**ACTIVITY**
The records that follow are to be given again exactly. Do not carry over any image.

**SUPPLIED ENTRIES**
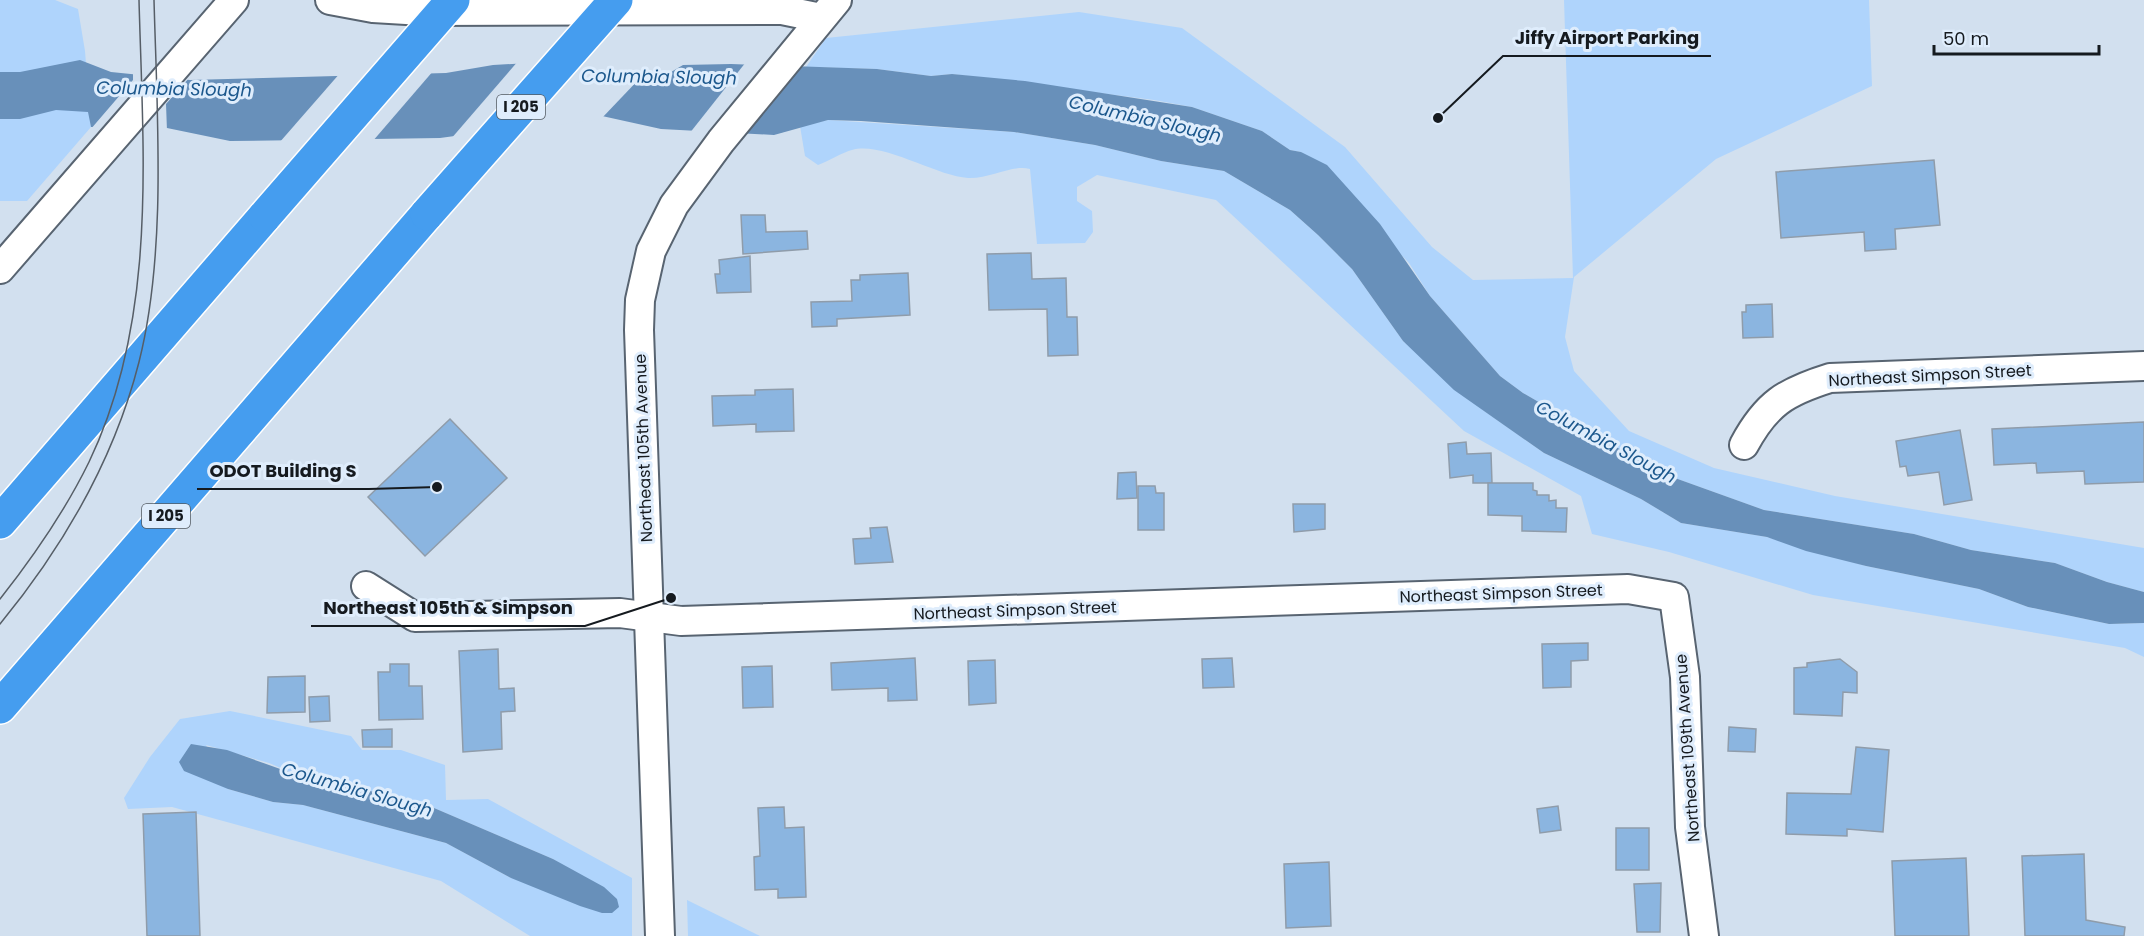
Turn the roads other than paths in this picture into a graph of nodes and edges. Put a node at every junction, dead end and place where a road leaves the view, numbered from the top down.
1 (234, 0) edge
2 (330, 0) edge
3 (453, 0) edge
4 (616, 0) edge
5 (829, 9) edge
6 (0, 269) edge
7 (2144, 366) edge
8 (1744, 445) dead end
9 (0, 522) edge
10 (366, 586) dead end
11 (1674, 597) joint
12 (650, 617) junction
13 (0, 707) edge
14 (660, 936) edge
15 (1704, 936) edge

1 - 6 street
2 - 5 street
3 - 9 highway, bridge
4 - 13 highway, I 205, bridge
5 - 12 street, Northeast 105th Avenue
7 - 8 street, Northeast Simpson Street
10 - 12 street, Northeast Simpson Street
11 - 12 street, Northeast Simpson Street
11 - 15 street, Northeast 109th Avenue
12 - 14 street, Northeast 105th Avenue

**TASK RESPONSE**
Turn the roads other than paths in this picture into a graph of nodes and edges. Put a node at every junction, dead end and place where a road leaves the view, numbered from the top down.
1 (234, 0) edge
2 (330, 0) edge
3 (453, 0) edge
4 (616, 0) edge
5 (829, 9) edge
6 (0, 269) edge
7 (2144, 366) edge
8 (1744, 445) dead end
9 (0, 522) edge
10 (366, 586) dead end
11 (1674, 597) joint
12 (650, 617) junction
13 (0, 707) edge
14 (660, 936) edge
15 (1704, 936) edge

1 - 6 street
2 - 5 street
3 - 9 highway, bridge
4 - 13 highway, I 205, bridge
5 - 12 street, Northeast 105th Avenue
7 - 8 street, Northeast Simpson Street
10 - 12 street, Northeast Simpson Street
11 - 12 street, Northeast Simpson Street
11 - 15 street, Northeast 109th Avenue
12 - 14 street, Northeast 105th Avenue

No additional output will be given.